DATA FOR THE TASK ::
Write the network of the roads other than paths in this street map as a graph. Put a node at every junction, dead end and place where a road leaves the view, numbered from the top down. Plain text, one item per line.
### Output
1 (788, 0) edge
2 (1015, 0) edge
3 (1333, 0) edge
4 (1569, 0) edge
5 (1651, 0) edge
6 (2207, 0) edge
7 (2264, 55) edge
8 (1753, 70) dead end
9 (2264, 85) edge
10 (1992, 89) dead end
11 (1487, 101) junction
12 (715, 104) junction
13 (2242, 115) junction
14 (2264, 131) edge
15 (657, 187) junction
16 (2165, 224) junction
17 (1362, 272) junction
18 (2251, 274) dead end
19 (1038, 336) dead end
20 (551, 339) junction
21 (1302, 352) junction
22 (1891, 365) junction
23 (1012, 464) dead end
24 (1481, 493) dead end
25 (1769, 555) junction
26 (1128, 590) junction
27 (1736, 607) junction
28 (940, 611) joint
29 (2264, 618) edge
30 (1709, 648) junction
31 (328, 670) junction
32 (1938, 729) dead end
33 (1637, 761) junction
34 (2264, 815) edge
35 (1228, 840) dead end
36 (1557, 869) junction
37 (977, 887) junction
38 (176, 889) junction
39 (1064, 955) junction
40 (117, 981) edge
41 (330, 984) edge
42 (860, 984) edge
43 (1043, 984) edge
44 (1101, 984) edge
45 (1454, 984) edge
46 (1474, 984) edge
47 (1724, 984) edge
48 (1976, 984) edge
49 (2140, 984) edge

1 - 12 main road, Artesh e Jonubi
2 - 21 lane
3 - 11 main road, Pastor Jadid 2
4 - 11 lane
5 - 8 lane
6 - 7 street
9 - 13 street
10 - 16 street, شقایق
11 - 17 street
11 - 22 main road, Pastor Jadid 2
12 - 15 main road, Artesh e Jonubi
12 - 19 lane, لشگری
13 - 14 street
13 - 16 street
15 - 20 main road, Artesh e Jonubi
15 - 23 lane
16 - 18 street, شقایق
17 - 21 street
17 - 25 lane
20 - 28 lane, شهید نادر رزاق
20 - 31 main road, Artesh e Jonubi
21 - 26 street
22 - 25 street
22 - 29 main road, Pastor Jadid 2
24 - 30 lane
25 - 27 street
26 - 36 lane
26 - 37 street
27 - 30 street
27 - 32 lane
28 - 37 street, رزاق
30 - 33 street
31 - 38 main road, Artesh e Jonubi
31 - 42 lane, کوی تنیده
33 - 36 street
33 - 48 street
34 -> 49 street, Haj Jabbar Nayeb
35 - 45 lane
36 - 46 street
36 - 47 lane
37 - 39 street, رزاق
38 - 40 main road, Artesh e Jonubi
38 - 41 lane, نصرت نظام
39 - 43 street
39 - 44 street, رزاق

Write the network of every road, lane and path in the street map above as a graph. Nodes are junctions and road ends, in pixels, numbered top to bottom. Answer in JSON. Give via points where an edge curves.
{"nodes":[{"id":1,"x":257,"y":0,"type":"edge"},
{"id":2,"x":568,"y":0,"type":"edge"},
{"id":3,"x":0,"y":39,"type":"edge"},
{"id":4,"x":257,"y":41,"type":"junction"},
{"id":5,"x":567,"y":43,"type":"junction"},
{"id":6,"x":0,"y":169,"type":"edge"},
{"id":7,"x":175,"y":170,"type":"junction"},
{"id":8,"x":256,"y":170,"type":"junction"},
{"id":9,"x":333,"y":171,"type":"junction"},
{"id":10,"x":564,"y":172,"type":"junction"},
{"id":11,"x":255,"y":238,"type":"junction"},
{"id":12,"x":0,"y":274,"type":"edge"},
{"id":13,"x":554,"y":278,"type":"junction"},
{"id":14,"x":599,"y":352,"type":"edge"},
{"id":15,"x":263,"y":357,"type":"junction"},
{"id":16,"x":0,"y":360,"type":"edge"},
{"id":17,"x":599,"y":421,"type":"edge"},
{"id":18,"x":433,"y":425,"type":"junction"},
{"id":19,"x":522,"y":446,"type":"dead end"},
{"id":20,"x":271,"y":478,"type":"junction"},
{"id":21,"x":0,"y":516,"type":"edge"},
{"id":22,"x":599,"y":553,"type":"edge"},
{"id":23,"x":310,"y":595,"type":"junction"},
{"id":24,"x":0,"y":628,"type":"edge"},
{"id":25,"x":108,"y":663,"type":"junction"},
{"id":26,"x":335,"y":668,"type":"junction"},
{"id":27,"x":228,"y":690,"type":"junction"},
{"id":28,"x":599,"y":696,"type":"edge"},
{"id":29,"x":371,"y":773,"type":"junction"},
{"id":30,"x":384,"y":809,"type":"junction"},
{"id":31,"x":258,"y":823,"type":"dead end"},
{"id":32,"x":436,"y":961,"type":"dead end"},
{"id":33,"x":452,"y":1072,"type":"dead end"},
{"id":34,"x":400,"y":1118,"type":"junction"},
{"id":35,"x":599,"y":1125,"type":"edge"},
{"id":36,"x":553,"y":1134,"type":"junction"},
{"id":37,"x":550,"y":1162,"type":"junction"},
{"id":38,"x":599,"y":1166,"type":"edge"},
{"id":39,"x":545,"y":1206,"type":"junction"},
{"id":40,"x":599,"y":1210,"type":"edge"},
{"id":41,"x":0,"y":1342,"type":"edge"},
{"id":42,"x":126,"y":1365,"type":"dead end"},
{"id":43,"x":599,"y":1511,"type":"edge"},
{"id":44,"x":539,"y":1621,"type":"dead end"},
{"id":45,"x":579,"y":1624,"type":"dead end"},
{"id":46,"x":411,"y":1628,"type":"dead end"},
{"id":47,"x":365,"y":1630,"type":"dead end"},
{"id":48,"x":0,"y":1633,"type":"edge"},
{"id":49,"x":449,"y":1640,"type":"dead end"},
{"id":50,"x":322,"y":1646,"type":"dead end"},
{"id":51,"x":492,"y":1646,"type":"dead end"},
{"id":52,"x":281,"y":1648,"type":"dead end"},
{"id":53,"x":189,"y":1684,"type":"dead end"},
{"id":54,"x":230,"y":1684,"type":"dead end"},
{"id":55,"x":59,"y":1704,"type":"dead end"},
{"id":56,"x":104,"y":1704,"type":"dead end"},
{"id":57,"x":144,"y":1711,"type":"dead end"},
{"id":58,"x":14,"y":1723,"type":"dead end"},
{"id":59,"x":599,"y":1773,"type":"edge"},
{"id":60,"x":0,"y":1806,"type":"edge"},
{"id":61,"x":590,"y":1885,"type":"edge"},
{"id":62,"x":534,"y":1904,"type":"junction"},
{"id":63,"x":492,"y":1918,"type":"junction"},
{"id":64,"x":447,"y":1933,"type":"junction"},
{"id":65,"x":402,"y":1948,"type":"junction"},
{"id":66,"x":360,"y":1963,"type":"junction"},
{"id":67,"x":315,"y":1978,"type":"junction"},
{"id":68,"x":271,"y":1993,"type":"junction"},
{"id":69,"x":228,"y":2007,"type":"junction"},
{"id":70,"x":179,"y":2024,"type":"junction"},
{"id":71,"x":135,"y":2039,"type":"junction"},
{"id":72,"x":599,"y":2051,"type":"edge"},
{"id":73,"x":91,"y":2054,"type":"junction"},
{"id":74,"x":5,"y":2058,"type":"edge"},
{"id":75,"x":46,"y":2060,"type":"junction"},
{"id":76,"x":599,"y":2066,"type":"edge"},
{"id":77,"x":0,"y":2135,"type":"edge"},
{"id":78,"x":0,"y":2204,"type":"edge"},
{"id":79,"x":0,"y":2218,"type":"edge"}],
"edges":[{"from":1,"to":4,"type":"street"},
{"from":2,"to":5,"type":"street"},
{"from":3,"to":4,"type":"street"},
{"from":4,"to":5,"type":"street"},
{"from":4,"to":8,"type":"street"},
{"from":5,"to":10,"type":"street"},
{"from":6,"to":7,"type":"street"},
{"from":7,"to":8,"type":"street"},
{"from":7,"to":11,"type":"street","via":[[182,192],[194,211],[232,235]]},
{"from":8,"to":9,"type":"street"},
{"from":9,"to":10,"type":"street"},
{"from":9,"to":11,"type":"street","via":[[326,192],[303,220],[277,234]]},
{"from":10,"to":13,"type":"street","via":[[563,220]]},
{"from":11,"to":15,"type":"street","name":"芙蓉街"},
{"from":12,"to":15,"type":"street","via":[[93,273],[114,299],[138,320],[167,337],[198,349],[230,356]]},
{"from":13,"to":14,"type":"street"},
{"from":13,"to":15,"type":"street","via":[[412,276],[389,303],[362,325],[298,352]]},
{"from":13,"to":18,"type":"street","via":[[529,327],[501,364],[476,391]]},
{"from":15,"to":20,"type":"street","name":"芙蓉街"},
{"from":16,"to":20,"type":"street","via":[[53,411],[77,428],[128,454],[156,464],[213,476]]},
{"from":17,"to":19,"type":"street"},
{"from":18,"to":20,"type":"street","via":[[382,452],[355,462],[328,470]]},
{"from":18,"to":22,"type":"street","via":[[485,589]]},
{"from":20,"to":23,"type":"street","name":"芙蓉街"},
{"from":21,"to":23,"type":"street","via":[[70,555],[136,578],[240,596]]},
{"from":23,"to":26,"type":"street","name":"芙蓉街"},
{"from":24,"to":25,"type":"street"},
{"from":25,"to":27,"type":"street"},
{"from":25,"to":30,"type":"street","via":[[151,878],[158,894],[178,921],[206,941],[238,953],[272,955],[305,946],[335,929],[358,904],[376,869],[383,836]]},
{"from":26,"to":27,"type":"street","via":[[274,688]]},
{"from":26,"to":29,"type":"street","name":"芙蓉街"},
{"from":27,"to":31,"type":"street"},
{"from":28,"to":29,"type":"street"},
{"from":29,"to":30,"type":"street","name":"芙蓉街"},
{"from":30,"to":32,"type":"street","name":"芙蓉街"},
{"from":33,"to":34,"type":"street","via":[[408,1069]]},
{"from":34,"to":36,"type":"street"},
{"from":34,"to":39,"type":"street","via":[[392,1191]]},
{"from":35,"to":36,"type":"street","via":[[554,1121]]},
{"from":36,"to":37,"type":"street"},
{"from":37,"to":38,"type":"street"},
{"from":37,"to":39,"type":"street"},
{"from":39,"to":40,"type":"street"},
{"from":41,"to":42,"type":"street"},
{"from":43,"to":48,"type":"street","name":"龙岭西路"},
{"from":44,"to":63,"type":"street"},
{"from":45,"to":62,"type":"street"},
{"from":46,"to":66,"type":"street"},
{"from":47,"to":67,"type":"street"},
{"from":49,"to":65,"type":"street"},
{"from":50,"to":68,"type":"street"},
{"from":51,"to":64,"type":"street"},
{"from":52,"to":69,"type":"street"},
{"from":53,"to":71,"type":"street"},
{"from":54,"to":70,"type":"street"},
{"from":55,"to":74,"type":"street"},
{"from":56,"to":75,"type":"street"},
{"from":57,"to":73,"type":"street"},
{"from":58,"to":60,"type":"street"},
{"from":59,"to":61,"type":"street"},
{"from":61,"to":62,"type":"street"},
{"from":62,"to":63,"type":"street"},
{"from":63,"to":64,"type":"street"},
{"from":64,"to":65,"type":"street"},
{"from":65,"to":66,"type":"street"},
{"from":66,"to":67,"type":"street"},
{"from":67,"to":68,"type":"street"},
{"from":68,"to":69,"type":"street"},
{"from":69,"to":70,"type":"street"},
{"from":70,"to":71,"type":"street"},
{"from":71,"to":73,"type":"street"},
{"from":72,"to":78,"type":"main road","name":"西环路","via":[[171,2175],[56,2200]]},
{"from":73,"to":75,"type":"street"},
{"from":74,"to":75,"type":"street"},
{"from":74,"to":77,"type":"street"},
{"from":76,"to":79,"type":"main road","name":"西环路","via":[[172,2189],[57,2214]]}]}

WHAT TO WORK ON :: Find the lines above holding the word "رزاق" and show them.

ANSWER BOX ::
20 - 28 lane, شهید نادر رزاق
28 - 37 street, رزاق
37 - 39 street, رزاق
39 - 44 street, رزاق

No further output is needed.